Key Challenge: Developing automated, efficient, and robust methods capable of identifying and classifying malware with high precision, even when encountering previously unseen samples.

Research Hypotheses

This project proposes three specific, quantifiable hypotheses that were experimentally verified:

H1: Architecture Comparison

Hypothesis: “In the malware classification task on the MalImg dataset, a ResNet50 model pre-trained on ImageNet with fine-tuning will outperform both a custom CNN and a Vision Transformer (ViT-Small) in accuracy and macro F1-score, due to transferable low-level features from ImageNet and the limited size of the malware dataset.”Variables:
  • Independent: Model architecture (custom CNN, fine-tuned ResNet50, ViT-Small)
  • Dependent: Accuracy, macro F1-score, epochs to convergence, training time
  • Control: Dataset (MalImg), maximum epochs, early stopping, base learning rate

H2: Data Augmentation Impact

Hypothesis: “The application of moderate data augmentation (rotation, horizontal flip, brightness/contrast variation) will significantly improve recall for underrepresented malware families without substantially degrading global model accuracy.”Variables:
  • Independent: Application of data augmentation (with/without)
  • Dependent: Minority class recall, global accuracy, macro F1-score
  • Control: Architecture (best model from H1), training hyperparameters

H3: CNN Depth Effect

Hypothesis: “Increasing the depth of a custom CNN (from 3 to 5 convolutional blocks) will improve model performance in terms of macro F1-score, but with diminishing returns and higher computational cost.”Variables:
  • Independent: Number of convolutional blocks (3 vs 5)
  • Dependent: Macro F1-score, accuracy, training time
  • Control: Dataset, batch size, learning rate, maximum epochs

Research Objectives

General Objective

Develop and implement a Deep Learning-based malware classification system that uses visual representations of executables to automatically identify malware families with high precision and efficiency.

Specific Objectives

  1. Data Preparation: Preprocess the MalImg dataset, implementing the pipeline for converting executables to visual representations with normalization to 224×224 pixels and stratified partitioning (70% training, 15% validation, 15% test)
  2. Architecture Implementation (H1): Design and implement three classification architectures:
    • Custom CNN with 5 convolutional blocks
    • Pre-trained ResNet50 with partial fine-tuning strategy
    • Vision Transformer (ViT-Small) adapted for malware images
  3. Architecture Experiment (H1): Train and evaluate the three architectures under controlled conditions, comparing accuracy, macro F1-score, convergence time, and parameter count
  4. Augmentation Experiment (H2): Evaluate the impact of moderate data augmentation on minority class recall using the best architecture from H1
  5. Depth Experiment (H3): Compare the performance of custom CNN with 3 vs 5 convolutional blocks, analyzing the trade-off between F1-score and training time
  6. Analysis and Interpretation: Generate visualizations of learned features (activation maps, t-SNE) to interpret what structural patterns distinguish malware families

Dataset: MalImg

The MalImg dataset contains 9,339 samples across 25 malware families, with images derived from Windows malware executables converted to grayscale visualizations.

Dataset Distribution

  • Training Set: 70% (6,537 samples)
  • Validation Set: 15% (1,401 samples)
  • Test Set: 15% (1,401 samples)
  • Stratification: Yes, maintaining class proportions

Key Characteristics

  • Images in grayscale derived from malware executables
  • 25 different Windows malware families
  • Class imbalance: 5 families with fewer than 100 samples (minority classes)
  • Families include Trojans, Worms, Backdoors, Ransomware, Adware/Spyware

Justification

The adoption of Deep Learning techniques for malware analysis is justified by: Automatic Feature Learning: Unlike traditional methods requiring manual feature engineering, CNNs automatically learn hierarchical discriminative representations directly from raw data.
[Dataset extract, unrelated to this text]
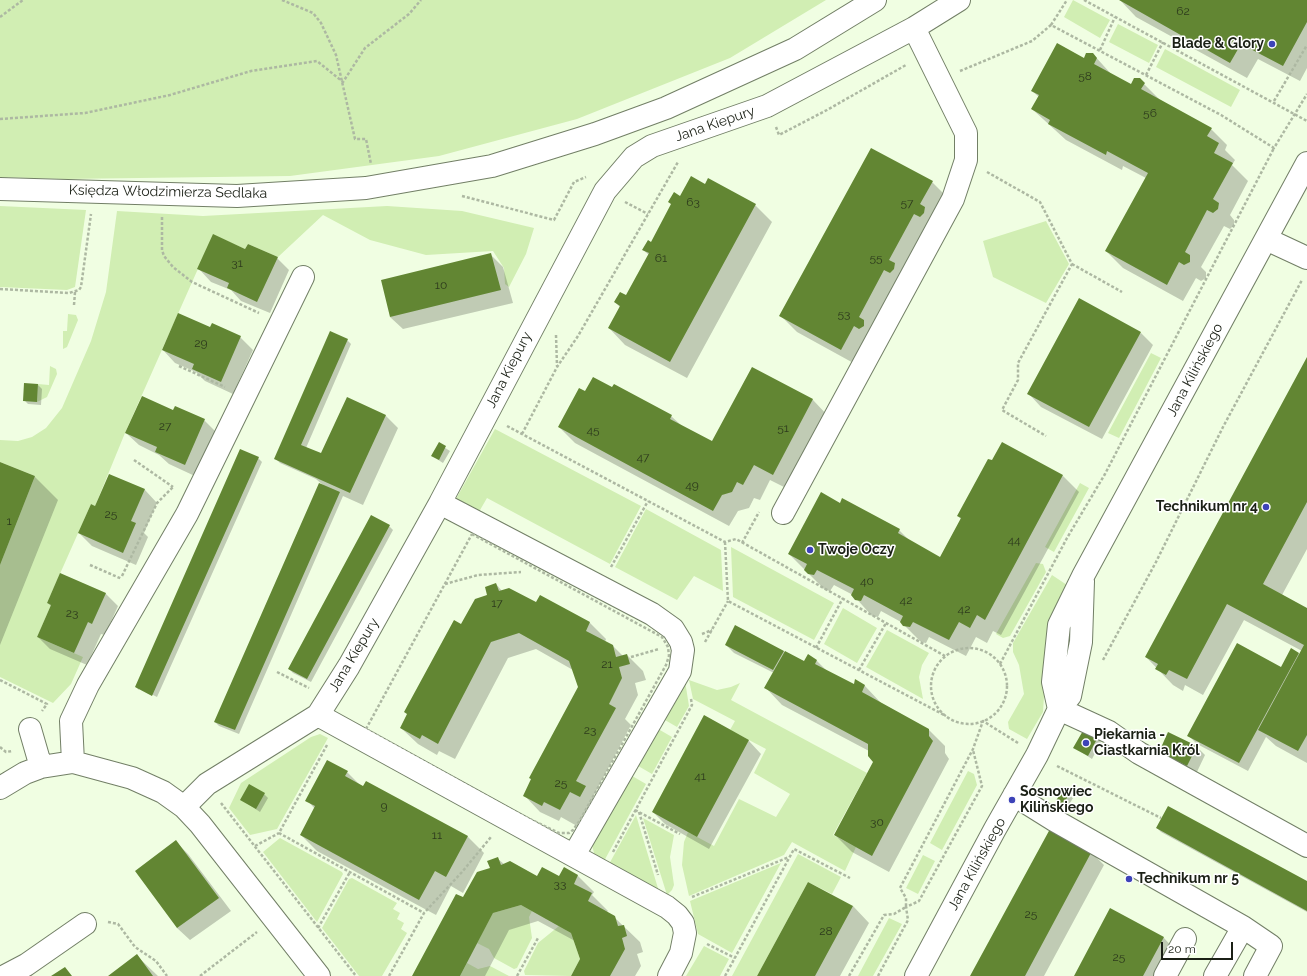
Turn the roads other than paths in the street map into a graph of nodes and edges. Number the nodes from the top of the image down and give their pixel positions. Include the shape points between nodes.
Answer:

Scalability: Once trained, the model can classify new samples in near real-time, enabling processing of large data volumes. Robustness to Variations: Visual features captured by CNNs can be invariant to certain obfuscation techniques that alter code but preserve fundamental structures. Transferability: Models trained on certain datasets can be adapted (fine-tuned) to new datasets with lower computational cost. Practical Applicability: The proposed approach can be integrated into real threat detection systems, digital forensic analysis, and security incident response.

Scope and Limitations

Scope

  • Classification of known malware families in selected datasets
  • Static analysis through visual representations (no dynamic execution)
  • Evaluation in controlled environment with labeled samples
  • Standard CNN architectures and pre-trained variants

Limitations

  • Dependence on public datasets with potentially different distribution from real-world threats
  • Limited to malware families present in training data (zero-day detection would require additional approaches)
  • Focus on Windows malware (limited by available datasets)
  • Does not consider dynamic behavior analysis or hybrid techniques

Evaluation Criteria

The project was evaluated based on five criteria:
  1. Experiment Design - Clear hypothesis formulation, dataset selection and justification
  2. Experiment Development - Correct and reproducible implementation of training/validation pipeline
  3. Data and Results Analysis - Analysis of numerical results, learning curves, confusion matrices
  4. Engineering Judgment for Recommendations - Discussion of practical implications, justified recommendations
  5. Results Communication - Clear, structured technical report with readable figures and tables

This research contributes to cybersecurity by demonstrating that transfer learning is superior for malware classification on moderate-sized datasets, and that augmentation techniques effectively mitigate class imbalance without sacrificing global performance.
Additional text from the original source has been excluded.